▸ Exercise aim: Copy each line of the material below that includes the string "Stadium".

==== Task inputs

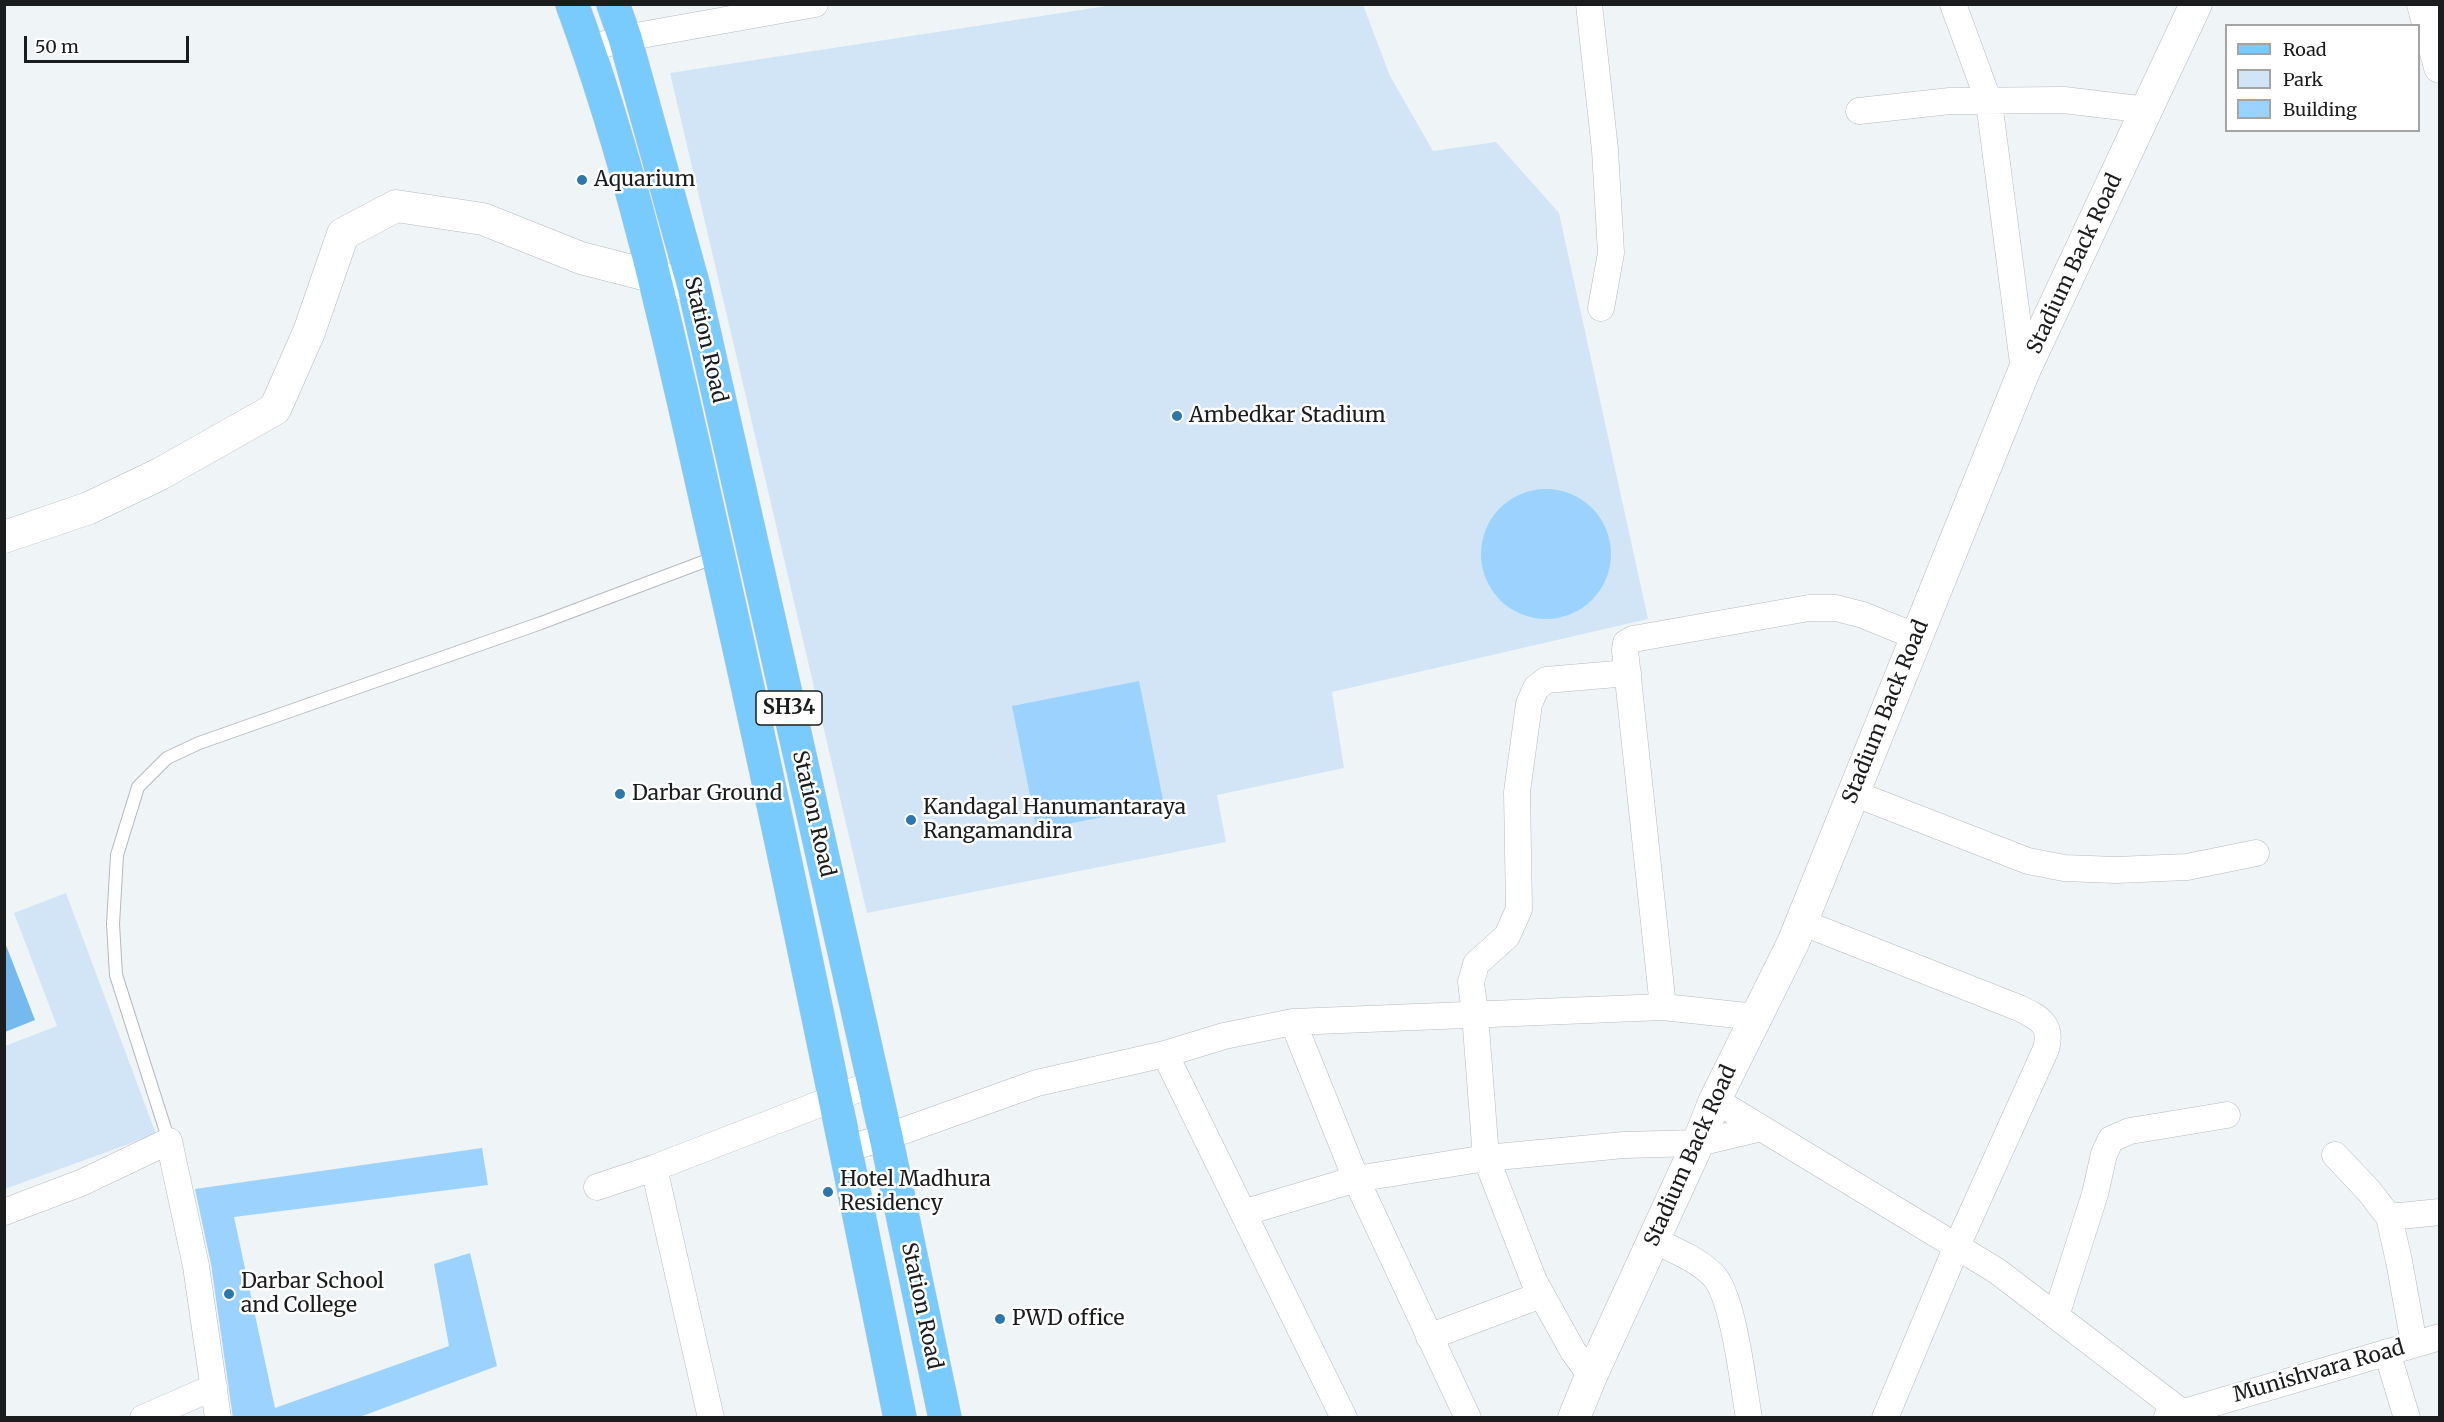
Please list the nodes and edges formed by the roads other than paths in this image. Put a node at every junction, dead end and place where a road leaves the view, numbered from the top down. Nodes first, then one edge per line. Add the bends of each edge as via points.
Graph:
1 (572, 4) edge
2 (613, 4) edge
3 (815, 4) edge
4 (1589, 4) edge
5 (1953, 4) edge
6 (2196, 4) edge
7 (2423, 4) edge
8 (626, 38) junction
9 (589, 49) junction
10 (2438, 55) edge
11 (1989, 102) junction
12 (2147, 110) junction
13 (1860, 111) dead end
14 (656, 279) junction
15 (694, 287) junction
16 (1601, 308) dead end
17 (2024, 371) junction
18 (4, 537) edge
19 (718, 556) junction
20 (1917, 637) junction
21 (1628, 674) junction
22 (1853, 793) junction
23 (2256, 853) dead end
24 (1801, 922) junction
25 (1663, 1007) junction
26 (1475, 1014) junction
27 (1756, 1017) junction
28 (1293, 1022) junction
29 (1165, 1054) junction
30 (874, 1083) junction
31 (836, 1096) junction
32 (1715, 1100) junction
33 (2227, 1115) dead end
34 (1761, 1128) junction
35 (886, 1137) junction
36 (169, 1141) junction
37 (1698, 1143) junction
38 (846, 1149) junction
39 (2336, 1155) dead end
40 (1486, 1158) junction
41 (654, 1168) junction
42 (1356, 1179) junction
43 (597, 1187) dead end
44 (4, 1212) edge
45 (2439, 1212) edge
46 (1243, 1213) junction
47 (2389, 1217) junction
48 (1653, 1240) junction
49 (1957, 1246) junction
50 (1541, 1295) junction
51 (2056, 1316) junction
52 (1430, 1337) junction
53 (2439, 1337) edge
54 (2414, 1344) junction
55 (2387, 1352) junction
56 (1591, 1376) junction
57 (214, 1387) junction
58 (2177, 1416) edge
59 (143, 1418) edge
60 (218, 1418) edge
61 (711, 1418) edge
62 (900, 1418) edge
63 (945, 1418) edge
64 (1344, 1418) edge
65 (1468, 1418) edge
66 (1574, 1418) edge
67 (1749, 1418) edge
68 (1885, 1418) edge
69 (2407, 1418) edge

1 - 9 main road, Station Road / SH34
2 - 8 main road, Station Road / SH34
3 - 8 street
4 - 16 street via 1605,150 1611,253
5 - 11 street
6 - 12 street, Stadium Back Road
7 - 10 street
8 - 9 street
8 - 15 main road, Station Road / SH34
9 - 14 main road, Station Road / SH34
11 - 12 street via 2064,100
11 - 13 street via 1950,101
11 - 17 street
12 - 17 street, Stadium Back Road
14 - 15 street
14 - 18 street via 581,258 483,219 396,206 343,234 309,332 275,409 160,474 89,508
14 - 19 main road, Station Road / SH34
15 - 30 main road, Station Road / SH34
17 - 20 street, Stadium Back Road
19 - 31 main road, Station Road / SH34
19 - 36 lane via 541,623 199,743 167,758 138,787 117,855 113,924 116,975
20 - 21 street via 1863,615 1836,608 1809,608 1633,639 1626,643
20 - 22 street, Stadium Back Road
21 - 25 street
21 - 26 street via 1546,680 1536,688 1529,704 1517,792 1519,909 1507,936 1476,964 1471,982
22 - 23 street via 2028,861 2064,868 2187,867
22 - 24 street, Stadium Back Road
24 - 27 street, Stadium Back Road
24 - 49 street via 2019,1008 2040,1018 2046,1029 2046,1049
25 - 26 street
25 - 27 street
26 - 28 street
26 - 40 street
27 - 32 street, Stadium Back Road
28 - 29 street via 1224,1036
28 - 42 street
29 - 35 street via 1037,1083
29 - 46 street
30 - 31 street
30 - 35 main road, Station Road / SH34
31 - 38 main road, Station Road / SH34
31 - 41 street
32 - 34 street
32 - 37 street, Stadium Back Road
33 - 51 street via 2130,1131 2111,1139
34 - 37 street
34 - 49 street
35 - 38 street
35 - 63 main road, Station Road / SH34
36 - 44 street via 81,1184
36 - 57 street via 196,1266
37 - 40 street via 1624,1145
37 - 48 street, Stadium Back Road
38 - 62 main road, Station Road / SH34
39 - 47 street
40 - 42 street
40 - 50 street
41 - 43 street
41 - 61 street
42 - 46 street
42 - 52 street
45 - 47 street
46 - 64 street
47 - 54 street
48 - 56 street, Stadium Back Road
48 - 67 street via 1697,1262 1715,1277 1728,1303
49 - 51 street
49 - 68 street
50 - 52 street
50 - 56 street
51 - 58 street
52 - 65 street
53 - 54 street, Munishvara Road
54 - 55 street, Munishvara Road
55 - 58 street, Munishvara Road
55 - 69 street
56 - 66 street, Stadium Back Road
57 - 59 street
57 - 60 street

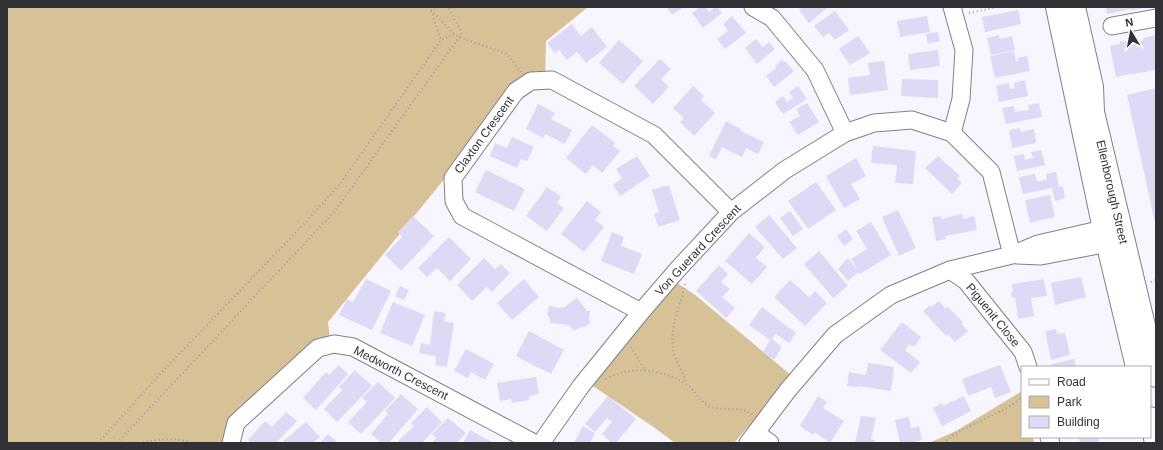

========

▸ Reply to the task:
6 - 12 street, Stadium Back Road
12 - 17 street, Stadium Back Road
17 - 20 street, Stadium Back Road
20 - 22 street, Stadium Back Road
22 - 24 street, Stadium Back Road
24 - 27 street, Stadium Back Road
27 - 32 street, Stadium Back Road
32 - 37 street, Stadium Back Road
37 - 48 street, Stadium Back Road
48 - 56 street, Stadium Back Road
56 - 66 street, Stadium Back Road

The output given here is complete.